----- Supplied records

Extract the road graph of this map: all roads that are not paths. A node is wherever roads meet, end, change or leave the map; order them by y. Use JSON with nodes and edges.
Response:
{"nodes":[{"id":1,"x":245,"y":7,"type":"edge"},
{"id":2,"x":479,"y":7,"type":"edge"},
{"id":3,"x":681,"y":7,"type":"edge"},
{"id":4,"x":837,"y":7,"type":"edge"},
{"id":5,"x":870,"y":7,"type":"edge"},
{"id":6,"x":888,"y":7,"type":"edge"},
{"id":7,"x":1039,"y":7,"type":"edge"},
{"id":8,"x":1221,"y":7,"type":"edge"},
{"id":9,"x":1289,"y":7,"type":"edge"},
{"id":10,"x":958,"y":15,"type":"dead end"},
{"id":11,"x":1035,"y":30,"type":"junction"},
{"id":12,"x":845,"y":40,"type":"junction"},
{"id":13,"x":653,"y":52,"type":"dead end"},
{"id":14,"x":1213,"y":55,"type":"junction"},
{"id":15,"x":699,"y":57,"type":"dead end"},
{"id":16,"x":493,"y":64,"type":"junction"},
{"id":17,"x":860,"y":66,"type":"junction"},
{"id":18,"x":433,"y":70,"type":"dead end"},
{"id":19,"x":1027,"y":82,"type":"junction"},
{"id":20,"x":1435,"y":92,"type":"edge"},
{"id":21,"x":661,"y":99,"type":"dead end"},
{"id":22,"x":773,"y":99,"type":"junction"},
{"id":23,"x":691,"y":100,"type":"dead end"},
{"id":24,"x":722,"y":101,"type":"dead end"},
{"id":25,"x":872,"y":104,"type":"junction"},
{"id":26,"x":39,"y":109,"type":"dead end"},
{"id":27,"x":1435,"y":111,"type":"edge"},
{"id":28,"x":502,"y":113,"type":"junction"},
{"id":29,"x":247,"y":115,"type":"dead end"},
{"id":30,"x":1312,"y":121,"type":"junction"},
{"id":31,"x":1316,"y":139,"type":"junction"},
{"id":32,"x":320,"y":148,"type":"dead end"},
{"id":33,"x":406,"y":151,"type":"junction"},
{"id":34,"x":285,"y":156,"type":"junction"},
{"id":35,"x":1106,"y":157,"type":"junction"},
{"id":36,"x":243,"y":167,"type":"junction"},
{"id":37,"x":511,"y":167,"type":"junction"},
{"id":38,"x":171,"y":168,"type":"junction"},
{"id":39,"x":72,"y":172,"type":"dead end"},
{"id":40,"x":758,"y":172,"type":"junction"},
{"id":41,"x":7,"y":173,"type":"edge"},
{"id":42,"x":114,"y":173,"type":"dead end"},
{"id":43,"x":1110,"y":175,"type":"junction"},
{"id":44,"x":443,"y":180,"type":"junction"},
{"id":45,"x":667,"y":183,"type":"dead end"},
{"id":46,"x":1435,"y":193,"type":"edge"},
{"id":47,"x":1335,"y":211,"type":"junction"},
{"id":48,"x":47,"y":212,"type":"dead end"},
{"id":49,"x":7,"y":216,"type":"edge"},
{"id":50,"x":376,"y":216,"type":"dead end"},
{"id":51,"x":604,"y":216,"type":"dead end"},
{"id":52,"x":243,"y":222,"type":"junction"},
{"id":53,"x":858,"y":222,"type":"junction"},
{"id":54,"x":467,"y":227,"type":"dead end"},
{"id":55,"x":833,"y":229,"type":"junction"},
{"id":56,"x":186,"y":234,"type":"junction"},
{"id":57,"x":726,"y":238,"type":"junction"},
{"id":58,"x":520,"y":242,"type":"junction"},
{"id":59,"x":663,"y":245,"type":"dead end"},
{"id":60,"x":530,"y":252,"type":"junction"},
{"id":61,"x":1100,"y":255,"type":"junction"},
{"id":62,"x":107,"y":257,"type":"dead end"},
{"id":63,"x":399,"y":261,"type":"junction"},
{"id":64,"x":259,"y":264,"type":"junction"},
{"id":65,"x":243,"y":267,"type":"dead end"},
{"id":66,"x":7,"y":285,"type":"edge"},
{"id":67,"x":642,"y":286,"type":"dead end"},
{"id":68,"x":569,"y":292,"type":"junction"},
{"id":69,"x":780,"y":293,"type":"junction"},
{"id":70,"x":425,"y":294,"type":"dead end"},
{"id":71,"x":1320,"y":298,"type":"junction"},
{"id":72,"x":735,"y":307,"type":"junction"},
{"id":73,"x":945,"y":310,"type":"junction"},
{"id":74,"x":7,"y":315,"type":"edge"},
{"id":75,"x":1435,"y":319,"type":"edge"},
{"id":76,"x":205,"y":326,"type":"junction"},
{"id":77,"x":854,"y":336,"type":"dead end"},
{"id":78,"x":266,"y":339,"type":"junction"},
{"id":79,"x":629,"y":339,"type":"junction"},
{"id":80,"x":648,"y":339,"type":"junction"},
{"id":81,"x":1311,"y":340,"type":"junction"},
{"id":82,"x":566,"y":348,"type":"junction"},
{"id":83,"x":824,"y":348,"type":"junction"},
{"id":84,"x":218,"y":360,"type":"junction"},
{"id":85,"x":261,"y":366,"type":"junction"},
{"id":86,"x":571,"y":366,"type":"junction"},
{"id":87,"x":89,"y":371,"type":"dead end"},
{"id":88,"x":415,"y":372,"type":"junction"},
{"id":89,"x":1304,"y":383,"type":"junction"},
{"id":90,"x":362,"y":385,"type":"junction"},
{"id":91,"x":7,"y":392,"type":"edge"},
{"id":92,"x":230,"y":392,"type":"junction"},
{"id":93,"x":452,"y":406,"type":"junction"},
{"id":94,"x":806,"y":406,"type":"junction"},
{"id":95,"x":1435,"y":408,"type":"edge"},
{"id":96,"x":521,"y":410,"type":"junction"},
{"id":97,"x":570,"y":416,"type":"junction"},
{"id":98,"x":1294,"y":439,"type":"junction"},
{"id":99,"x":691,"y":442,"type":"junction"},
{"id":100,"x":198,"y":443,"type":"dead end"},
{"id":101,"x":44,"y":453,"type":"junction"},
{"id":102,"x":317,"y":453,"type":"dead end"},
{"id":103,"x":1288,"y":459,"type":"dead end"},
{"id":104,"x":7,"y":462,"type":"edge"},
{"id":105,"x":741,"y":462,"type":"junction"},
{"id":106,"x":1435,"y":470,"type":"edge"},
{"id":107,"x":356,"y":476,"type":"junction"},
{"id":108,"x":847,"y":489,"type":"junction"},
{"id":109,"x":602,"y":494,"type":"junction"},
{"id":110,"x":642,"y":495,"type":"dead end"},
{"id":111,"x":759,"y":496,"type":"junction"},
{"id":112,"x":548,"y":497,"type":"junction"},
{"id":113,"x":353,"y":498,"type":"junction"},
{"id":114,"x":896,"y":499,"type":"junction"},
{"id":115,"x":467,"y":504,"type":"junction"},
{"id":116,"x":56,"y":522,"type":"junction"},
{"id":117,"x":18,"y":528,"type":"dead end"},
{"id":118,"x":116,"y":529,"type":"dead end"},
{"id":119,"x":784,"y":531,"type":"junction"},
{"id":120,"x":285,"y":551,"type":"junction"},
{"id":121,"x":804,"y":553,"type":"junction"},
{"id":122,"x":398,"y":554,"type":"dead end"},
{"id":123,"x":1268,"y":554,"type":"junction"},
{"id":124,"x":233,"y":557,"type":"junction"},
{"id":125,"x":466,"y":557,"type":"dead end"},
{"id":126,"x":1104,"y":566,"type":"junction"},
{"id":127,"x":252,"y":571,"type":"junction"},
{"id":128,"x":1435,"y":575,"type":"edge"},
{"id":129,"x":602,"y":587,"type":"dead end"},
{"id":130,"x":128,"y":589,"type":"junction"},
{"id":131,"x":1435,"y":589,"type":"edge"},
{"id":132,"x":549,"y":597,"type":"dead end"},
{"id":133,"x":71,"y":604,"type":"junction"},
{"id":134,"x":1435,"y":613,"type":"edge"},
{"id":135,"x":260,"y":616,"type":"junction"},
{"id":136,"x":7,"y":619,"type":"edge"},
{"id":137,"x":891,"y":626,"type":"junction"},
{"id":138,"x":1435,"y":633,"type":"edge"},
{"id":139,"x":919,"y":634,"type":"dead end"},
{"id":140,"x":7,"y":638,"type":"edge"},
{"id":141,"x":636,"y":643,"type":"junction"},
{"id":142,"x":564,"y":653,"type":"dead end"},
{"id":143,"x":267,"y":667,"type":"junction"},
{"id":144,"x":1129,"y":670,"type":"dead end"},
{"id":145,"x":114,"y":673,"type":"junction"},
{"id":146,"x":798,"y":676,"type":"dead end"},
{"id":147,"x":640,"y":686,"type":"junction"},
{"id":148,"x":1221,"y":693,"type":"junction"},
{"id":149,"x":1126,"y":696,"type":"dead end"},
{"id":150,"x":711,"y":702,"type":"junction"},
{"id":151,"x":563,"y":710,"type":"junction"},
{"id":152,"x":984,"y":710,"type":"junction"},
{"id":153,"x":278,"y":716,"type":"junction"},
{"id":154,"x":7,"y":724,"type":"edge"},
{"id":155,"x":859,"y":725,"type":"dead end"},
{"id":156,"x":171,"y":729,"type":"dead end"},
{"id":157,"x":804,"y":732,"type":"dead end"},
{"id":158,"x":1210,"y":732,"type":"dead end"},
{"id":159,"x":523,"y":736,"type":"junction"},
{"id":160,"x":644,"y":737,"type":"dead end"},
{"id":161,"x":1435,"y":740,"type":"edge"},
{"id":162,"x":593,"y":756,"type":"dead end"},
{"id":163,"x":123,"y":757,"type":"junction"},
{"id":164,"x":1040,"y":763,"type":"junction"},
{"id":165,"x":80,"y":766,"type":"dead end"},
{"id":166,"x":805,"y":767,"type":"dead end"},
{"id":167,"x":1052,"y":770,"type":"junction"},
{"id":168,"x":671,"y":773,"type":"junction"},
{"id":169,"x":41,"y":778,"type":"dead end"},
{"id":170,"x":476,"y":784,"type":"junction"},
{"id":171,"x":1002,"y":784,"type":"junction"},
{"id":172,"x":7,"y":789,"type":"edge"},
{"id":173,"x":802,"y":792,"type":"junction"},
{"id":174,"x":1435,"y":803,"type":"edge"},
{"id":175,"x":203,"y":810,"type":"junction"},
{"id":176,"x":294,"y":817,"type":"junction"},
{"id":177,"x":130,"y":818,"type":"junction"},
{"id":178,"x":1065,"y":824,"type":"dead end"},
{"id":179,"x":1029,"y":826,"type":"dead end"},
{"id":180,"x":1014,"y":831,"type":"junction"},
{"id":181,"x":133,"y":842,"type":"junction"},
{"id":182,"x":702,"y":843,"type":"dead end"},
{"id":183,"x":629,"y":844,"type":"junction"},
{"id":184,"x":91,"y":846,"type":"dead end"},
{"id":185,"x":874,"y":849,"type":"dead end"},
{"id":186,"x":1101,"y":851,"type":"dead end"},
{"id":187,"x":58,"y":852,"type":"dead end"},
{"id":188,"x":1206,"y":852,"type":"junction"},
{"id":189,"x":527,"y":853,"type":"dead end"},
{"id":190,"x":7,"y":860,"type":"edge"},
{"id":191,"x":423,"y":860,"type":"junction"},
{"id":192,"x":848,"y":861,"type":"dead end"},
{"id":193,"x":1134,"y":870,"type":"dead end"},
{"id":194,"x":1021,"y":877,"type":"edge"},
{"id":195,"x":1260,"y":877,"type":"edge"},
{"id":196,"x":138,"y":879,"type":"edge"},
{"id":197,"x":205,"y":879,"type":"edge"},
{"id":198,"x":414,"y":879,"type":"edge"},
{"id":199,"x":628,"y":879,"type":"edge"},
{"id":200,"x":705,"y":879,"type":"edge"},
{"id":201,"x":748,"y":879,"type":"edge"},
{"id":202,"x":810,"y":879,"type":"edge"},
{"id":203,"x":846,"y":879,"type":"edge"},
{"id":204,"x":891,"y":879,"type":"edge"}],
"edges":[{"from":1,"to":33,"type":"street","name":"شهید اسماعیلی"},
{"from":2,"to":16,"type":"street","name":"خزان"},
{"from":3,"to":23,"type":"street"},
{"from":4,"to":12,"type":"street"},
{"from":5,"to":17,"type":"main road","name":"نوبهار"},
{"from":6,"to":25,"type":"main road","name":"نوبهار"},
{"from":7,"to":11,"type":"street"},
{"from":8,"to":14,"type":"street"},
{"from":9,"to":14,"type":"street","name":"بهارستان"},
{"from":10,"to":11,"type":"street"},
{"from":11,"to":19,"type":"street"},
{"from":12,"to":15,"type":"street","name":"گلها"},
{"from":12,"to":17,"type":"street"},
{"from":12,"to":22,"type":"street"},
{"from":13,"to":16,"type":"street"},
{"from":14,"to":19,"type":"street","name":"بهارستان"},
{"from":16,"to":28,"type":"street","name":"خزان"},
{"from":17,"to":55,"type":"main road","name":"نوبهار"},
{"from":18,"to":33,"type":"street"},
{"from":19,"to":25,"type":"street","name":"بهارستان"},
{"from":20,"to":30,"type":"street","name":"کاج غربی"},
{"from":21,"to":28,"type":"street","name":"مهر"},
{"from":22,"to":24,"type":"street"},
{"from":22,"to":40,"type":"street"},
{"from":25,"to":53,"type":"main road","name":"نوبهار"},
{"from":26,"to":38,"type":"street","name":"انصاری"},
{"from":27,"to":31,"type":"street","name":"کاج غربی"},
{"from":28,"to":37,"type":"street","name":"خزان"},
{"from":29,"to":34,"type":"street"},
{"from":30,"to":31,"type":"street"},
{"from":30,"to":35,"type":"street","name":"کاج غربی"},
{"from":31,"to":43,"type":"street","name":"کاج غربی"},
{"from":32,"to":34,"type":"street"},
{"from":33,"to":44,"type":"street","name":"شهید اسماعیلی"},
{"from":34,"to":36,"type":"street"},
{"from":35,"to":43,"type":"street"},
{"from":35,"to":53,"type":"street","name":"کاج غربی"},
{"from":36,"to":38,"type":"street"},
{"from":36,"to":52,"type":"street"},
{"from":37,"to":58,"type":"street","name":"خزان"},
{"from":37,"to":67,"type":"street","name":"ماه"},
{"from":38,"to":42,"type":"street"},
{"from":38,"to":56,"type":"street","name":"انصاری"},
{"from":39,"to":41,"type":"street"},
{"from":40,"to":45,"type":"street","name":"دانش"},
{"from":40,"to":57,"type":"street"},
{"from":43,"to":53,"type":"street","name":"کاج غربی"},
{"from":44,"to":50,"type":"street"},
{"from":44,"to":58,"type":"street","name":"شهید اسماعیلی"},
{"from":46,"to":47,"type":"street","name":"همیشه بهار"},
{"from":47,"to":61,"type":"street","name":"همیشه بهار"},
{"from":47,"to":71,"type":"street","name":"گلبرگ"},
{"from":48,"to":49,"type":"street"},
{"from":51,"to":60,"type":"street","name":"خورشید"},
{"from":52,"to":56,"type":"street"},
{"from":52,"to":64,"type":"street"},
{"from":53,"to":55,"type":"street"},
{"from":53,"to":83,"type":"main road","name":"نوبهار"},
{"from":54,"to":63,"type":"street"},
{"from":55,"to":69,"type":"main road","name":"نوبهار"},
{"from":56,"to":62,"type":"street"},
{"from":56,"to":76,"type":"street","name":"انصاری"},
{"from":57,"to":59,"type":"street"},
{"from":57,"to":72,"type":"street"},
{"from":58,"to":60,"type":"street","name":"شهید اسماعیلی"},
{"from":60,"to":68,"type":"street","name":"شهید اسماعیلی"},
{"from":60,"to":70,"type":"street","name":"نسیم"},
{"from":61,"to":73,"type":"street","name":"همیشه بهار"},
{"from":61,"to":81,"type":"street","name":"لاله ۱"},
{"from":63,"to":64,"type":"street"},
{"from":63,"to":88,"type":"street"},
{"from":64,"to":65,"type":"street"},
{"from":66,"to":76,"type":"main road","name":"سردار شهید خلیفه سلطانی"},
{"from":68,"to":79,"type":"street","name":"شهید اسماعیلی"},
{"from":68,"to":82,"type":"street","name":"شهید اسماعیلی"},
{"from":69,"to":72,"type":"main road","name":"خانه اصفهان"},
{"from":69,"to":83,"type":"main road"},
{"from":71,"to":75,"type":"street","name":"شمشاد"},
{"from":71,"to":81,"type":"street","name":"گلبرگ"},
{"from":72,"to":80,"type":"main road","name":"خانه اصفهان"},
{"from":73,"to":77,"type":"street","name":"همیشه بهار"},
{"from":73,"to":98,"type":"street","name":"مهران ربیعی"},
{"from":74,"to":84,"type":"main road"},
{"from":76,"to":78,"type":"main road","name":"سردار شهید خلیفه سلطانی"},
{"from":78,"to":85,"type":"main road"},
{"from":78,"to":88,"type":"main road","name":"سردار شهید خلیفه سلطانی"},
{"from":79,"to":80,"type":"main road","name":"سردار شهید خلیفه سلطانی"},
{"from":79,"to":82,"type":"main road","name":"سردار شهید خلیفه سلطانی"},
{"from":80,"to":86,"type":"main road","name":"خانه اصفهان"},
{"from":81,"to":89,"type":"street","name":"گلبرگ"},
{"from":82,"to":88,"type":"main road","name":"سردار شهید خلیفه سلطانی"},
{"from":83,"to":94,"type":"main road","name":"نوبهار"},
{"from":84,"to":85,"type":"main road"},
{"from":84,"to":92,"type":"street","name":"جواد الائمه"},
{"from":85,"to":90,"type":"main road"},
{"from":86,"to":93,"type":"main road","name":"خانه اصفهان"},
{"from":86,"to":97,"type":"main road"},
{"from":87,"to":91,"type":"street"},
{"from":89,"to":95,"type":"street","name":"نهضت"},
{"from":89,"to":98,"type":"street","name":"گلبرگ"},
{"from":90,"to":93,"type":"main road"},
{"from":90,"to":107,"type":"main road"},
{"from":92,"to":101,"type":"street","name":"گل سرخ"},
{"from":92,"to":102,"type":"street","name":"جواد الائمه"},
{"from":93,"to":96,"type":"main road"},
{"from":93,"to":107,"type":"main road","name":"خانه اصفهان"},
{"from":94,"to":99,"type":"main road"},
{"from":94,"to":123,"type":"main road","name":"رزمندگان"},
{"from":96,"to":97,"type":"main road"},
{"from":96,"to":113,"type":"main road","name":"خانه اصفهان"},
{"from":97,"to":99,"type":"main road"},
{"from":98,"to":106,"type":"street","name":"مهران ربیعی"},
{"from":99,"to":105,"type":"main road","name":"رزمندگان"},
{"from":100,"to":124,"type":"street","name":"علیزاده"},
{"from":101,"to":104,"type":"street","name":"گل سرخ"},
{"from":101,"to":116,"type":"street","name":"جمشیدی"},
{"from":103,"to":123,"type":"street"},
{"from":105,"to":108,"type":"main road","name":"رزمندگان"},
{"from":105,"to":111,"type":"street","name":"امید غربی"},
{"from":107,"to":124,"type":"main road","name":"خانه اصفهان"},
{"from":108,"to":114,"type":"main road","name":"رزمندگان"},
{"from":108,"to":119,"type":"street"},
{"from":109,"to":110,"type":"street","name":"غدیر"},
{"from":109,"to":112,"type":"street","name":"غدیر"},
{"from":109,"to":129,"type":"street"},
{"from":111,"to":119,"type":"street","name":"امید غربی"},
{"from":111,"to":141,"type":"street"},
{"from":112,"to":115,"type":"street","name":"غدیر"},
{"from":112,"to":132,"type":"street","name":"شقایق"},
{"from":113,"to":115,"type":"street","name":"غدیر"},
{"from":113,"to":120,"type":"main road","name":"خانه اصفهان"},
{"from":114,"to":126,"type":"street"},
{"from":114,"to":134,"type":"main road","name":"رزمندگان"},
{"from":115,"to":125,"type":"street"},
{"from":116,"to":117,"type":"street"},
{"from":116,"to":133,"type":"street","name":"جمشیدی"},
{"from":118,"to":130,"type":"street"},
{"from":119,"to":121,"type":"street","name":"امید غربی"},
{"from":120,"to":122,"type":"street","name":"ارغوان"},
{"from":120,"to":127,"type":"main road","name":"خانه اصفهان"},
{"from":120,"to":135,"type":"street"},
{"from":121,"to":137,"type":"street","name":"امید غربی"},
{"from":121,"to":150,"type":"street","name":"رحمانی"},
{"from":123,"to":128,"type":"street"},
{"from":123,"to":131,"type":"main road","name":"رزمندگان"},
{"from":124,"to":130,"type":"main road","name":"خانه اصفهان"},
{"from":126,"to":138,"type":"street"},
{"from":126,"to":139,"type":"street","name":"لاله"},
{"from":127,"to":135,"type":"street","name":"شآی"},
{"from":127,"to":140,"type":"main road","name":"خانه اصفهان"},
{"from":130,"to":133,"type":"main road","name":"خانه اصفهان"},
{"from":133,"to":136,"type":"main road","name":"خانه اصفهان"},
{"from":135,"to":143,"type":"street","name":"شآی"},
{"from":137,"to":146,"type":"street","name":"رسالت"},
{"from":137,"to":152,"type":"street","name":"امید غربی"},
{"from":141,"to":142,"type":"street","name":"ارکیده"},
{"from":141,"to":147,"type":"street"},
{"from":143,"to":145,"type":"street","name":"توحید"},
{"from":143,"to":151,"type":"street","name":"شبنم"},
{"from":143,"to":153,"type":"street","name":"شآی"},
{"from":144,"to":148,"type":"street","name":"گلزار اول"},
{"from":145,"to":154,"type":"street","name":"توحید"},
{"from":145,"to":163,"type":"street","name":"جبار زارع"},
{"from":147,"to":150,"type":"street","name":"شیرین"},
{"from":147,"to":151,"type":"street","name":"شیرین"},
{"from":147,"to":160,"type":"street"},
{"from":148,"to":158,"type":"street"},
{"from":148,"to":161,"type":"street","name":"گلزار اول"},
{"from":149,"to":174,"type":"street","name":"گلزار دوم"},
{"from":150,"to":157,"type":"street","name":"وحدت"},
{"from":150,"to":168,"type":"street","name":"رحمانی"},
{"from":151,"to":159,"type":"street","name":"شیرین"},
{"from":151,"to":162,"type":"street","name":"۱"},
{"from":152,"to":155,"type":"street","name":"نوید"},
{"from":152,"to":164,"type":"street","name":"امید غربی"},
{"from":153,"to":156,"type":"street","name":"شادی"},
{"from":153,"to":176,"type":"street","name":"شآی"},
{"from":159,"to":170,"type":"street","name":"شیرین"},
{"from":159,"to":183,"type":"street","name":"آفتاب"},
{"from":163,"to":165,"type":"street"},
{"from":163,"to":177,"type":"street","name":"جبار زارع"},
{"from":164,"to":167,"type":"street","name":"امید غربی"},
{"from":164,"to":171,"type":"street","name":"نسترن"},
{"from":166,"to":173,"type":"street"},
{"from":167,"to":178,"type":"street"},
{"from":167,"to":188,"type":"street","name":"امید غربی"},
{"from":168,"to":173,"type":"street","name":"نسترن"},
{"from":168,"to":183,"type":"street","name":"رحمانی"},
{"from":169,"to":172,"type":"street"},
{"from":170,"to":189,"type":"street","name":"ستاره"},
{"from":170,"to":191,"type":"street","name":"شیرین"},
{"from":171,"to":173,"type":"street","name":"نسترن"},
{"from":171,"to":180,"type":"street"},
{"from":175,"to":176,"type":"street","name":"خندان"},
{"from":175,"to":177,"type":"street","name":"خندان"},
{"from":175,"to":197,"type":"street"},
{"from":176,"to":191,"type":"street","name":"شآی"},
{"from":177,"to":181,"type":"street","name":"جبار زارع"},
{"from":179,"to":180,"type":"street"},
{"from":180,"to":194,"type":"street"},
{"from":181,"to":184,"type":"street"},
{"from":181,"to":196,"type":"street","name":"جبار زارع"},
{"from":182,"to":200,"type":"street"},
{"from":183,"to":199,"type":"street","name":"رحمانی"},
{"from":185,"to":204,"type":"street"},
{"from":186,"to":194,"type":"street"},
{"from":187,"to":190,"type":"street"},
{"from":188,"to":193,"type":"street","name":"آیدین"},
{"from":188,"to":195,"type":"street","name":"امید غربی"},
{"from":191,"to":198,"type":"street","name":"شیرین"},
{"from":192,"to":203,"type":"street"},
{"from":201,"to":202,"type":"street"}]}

----------

**Prompt**
Line by line, check the data above for the word "نوبهار" and state how many lines contain it. Give only the number.

**Solution to this exercise**
7